September 20, 2006
More From MOST and Library
It was when he was on vacation in Tucson, Arizona this summer that Tim Bryden came upon the idea. Checking his email in a library there, the director of Project MOST, the East Hampton after school program, saw a link offering online homework help. Collaborating with the East Hampton Library, Project MOST has brought the cutting edge program to local kids, and even adults.
According to the library's interim director Diana Dayton, the program will be offered through the Suffolk Cooperative Library System. All users need is a library card to access real time help from certified teachers.
The homework help is available from any computer.

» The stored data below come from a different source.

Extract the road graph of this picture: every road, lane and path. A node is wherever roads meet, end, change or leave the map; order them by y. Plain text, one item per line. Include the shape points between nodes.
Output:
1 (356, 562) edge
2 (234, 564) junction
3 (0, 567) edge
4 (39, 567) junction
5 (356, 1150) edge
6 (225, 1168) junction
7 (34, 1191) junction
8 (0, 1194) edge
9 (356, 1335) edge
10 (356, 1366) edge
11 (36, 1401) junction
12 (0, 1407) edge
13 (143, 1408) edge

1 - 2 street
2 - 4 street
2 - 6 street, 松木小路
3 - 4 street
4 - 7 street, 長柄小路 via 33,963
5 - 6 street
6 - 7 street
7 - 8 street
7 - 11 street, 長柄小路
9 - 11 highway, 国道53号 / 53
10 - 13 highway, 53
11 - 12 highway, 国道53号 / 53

All the child has to do is type in his or her library ID number to access the system. Once in, a whiteboard allows the student to ask questions and receive help from tutors. And that's help they'll receive, not answers, Bryden emphasized. For example, a child trying to learn the capital of France will be directed to a handful of resources where he can find his answer. Children can also use the program to get tips for improving assignments and projects, by sending writing assignments to tutors for feedback.

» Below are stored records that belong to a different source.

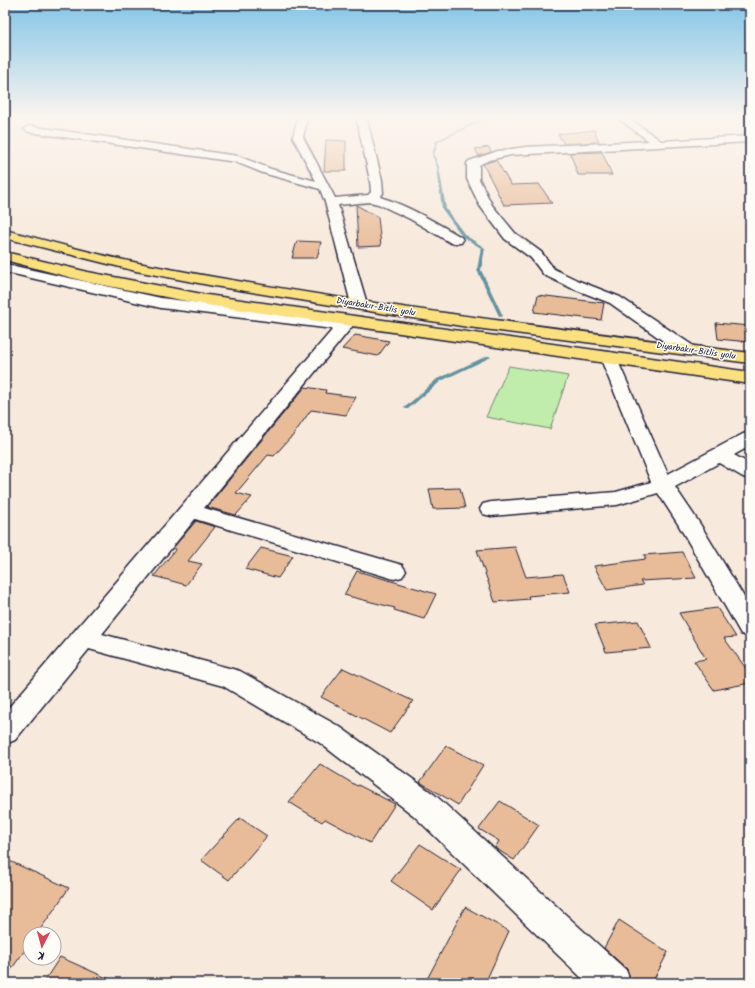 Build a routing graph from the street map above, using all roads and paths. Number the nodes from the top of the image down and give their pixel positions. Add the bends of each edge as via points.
1 (246, 162) edge
2 (312, 162) edge
3 (371, 162) edge
4 (475, 162) edge
5 (325, 187) junction
6 (370, 198) junction
7 (331, 202) junction
8 (5, 234) edge
9 (456, 240) dead end
10 (5, 256) edge
11 (5, 268) edge
12 (350, 316) junction
13 (686, 349) junction
14 (608, 356) junction
15 (750, 358) edge
16 (750, 378) edge
17 (750, 438) edge
18 (719, 454) junction
19 (750, 473) edge
20 (663, 485) junction
21 (491, 509) dead end
22 (190, 511) junction
23 (394, 571) dead end
24 (750, 628) edge
25 (83, 638) junction
26 (5, 732) edge
27 (613, 983) edge

1 - 5 street via 267,171
2 - 5 street
3 - 6 street via 377,193
4 - 13 street via 473,179 486,206 510,236 536,255 549,272 614,300
5 - 7 street
6 - 7 street
6 - 9 street via 388,203
7 - 12 street
8 - 12 highway, Diyarbakır-Bitlis yolu via 68,252 214,281
10 - 12 highway, Diyarbakır-Bitlis yolu via 88,277 207,300
11 - 12 street via 161,303
12 - 13 highway, Diyarbakır-Bitlis yolu via 468,322
12 - 14 highway, Diyarbakır-Bitlis yolu via 445,335
12 - 22 street
13 - 15 highway, Diyarbakır-Bitlis yolu
14 - 16 highway, Diyarbakır-Bitlis yolu
14 - 20 street
17 - 18 street
18 - 19 street
18 - 20 street
20 - 21 street via 617,498
20 - 24 street
22 - 23 street
22 - 25 street
25 - 26 street
25 - 27 street via 231,678 330,735 424,805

Geared toward kids in grades four through 12, the program provides Instant Message type interaction between the student and tutor. All communications can be printed out and saved, as well as forwarded to the student's teachers, if desired. Dayton emphasized that the program is in compliance with all federal regulations regarding Internet safety for kids. Fourth graders in Springs and East Hampton are slated to receive instruction about using the program, and Bryden plans to visit local schools during their open house nights to promote the free service.

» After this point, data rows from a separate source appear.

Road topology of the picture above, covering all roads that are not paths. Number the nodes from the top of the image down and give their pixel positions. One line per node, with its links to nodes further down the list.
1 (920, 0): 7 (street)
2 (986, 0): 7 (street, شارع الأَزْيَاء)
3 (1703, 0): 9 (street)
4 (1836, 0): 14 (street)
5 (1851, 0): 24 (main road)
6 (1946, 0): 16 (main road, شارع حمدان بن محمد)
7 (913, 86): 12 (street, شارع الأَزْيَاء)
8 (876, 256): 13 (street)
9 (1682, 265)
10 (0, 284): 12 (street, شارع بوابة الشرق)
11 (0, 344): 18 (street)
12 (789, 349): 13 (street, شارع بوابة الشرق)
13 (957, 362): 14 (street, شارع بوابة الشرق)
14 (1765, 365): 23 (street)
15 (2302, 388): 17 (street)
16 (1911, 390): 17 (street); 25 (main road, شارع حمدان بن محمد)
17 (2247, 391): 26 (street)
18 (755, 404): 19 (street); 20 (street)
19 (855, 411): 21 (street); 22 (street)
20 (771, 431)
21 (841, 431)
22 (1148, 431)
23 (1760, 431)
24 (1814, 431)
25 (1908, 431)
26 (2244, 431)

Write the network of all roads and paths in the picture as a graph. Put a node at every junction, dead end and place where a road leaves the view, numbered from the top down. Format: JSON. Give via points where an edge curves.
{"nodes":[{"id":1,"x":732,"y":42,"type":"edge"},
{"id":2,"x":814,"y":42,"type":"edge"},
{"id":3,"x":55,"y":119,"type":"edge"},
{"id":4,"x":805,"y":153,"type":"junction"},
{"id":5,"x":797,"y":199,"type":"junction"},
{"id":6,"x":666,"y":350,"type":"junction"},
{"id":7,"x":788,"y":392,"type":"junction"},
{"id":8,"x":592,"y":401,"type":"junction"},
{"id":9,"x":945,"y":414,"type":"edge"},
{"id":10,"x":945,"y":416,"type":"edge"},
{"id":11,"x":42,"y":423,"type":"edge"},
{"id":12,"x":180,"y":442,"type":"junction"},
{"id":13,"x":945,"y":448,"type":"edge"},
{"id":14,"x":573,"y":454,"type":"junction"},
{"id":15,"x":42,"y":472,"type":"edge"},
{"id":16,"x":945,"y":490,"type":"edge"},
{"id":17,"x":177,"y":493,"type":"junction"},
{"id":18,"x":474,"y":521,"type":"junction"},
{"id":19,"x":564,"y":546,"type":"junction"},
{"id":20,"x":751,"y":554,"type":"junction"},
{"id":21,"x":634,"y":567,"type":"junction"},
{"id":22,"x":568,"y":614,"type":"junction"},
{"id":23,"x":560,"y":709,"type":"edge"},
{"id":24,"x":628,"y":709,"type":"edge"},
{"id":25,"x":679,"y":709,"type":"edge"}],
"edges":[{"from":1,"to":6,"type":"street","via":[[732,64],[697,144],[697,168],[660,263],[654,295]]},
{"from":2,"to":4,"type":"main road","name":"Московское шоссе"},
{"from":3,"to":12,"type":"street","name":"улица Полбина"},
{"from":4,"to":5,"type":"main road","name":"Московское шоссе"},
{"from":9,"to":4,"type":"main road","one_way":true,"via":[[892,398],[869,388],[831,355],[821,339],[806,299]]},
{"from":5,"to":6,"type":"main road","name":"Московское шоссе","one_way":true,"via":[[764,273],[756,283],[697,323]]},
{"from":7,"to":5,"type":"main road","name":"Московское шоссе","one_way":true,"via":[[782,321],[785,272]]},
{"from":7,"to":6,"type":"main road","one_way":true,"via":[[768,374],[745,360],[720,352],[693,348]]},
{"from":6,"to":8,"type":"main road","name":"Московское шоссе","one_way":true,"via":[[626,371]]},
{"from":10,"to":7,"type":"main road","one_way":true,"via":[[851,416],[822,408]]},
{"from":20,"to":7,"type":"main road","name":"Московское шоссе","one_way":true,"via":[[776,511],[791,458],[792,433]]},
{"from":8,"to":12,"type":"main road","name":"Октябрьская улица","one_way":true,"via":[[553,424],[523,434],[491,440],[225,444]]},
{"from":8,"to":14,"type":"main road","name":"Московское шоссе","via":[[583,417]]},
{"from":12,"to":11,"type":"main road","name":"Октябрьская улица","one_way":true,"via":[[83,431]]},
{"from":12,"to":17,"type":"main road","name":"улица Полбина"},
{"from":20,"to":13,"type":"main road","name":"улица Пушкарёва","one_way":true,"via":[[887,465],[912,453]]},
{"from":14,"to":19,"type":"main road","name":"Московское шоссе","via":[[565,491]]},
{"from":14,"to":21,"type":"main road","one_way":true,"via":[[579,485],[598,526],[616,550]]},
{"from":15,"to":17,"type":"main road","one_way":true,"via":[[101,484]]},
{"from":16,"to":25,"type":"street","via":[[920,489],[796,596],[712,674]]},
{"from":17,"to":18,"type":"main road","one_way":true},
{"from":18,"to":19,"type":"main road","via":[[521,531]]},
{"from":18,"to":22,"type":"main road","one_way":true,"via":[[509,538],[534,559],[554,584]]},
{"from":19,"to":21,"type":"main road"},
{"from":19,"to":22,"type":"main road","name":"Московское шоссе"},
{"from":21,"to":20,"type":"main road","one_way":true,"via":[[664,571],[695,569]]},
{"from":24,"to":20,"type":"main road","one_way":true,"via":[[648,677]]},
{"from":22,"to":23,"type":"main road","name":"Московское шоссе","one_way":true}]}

Older students can also access the system, as long as they have a local library card. It could help those who are going for their GED and even with some college-level courses. Tutoring is also available in Spanish, from 3 to 10 p.m., Sunday to Thursday. For English speakers, it's available from 3 to 11 p.m. seven days a week.
Describing the program as a "very innovative service," Dayton lauded it as "a real partnership between the library and school communities." Bryden said simply, "It's very, very cool."
Over 200 children are currently enrolled in Project MOST'— Making the Most of Out of School Time — an after school program held at John M. Marshall Elementary School, Springs, Wainscott and the East Hampton Middle schools. The program is underwritten through grants from New York State, the school district, the Town of East Hampton, and private organizations as well as modest tuitions. It provides after school academic enrichment and assistance plus activities like swimming, crafts and karate.